A new study by the PAQ Research agency finds that poverty in Czechia is significantly worse than previously indicated by EU statistics (Eurostat), with seniors, single parents, and renters most at risk. The findings, published by Czech media outlet iDnes, challenge the Eurostat ranking often cited by Czech politicians.
Eurostat’s 2024 data had ranked the Czech Republic among the countries with the lowest poverty rates in the EU. However, economists argue that Eurostat’s comparison is misleading, as it measures income inequality within countries rather than actual poverty levels.
“If we want to compare living standards across countries, we have to set the income threshold at the level of the whole of Europe, taking into account price differences. After conversion, about a fifth of Czechs are poor,” said PAQ study author Michal Škvrňák.
Eu countries with highest poverty risk (percent)
According to PAQ, “About 21 percent of Czechs suffer from relative income poverty comparable to Europe.” That places the country below the EU average and behind Austria, Germany, Italy, and Slovenia, though ahead of Poland, Slovakia, Lithuania, and Croatia.
The study also highlighted specific vulnerable groups. Compared with EU averages, the Czech Republic has more poor seniors living alone, 62 percent versus 28 percent.
Poverty affects 43 percent of single-parent households, 16 percentage points above the EU average. More than 30 percent of Czech renters are below the poverty line, compared with 20 percent across Europe.
Researchers link this to higher housing costs, rising expenses for childcare, and limited financial buffers in many single-income households.
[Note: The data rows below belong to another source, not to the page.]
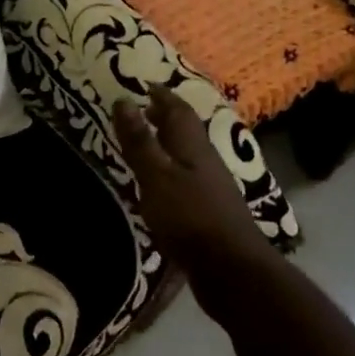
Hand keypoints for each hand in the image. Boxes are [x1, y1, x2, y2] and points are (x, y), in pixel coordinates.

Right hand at [113, 87, 275, 280]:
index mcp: (193, 146)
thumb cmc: (189, 216)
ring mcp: (211, 189)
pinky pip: (186, 181)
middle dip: (165, 118)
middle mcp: (205, 161)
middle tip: (143, 111)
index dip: (162, 96)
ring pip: (187, 156)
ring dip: (168, 146)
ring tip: (145, 145)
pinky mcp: (209, 214)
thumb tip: (123, 100)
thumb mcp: (156, 175)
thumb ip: (139, 141)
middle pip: (185, 132)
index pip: (178, 110)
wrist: (231, 270)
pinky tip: (159, 188)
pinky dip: (170, 173)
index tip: (145, 85)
Škvrňák noted that the PAQ model accounts for “life satisfaction or so-called material deprivation. This is a situation where a household cannot afford items necessary for life, such as clothing, suitable shoes, or heating.” According to the study, these measures better capture poverty across the EU and show that Czech households are worse off than Eurostat data implies.
Cyrrus chief economist Vít Hradil called Eurostat’s results distorted. “To say that people in rich Luxembourg are more at risk of poverty than in the Czech Republic is simply bizarre. Being poor there and being poor here is not the same; everyone can afford something different,” he told iDnes.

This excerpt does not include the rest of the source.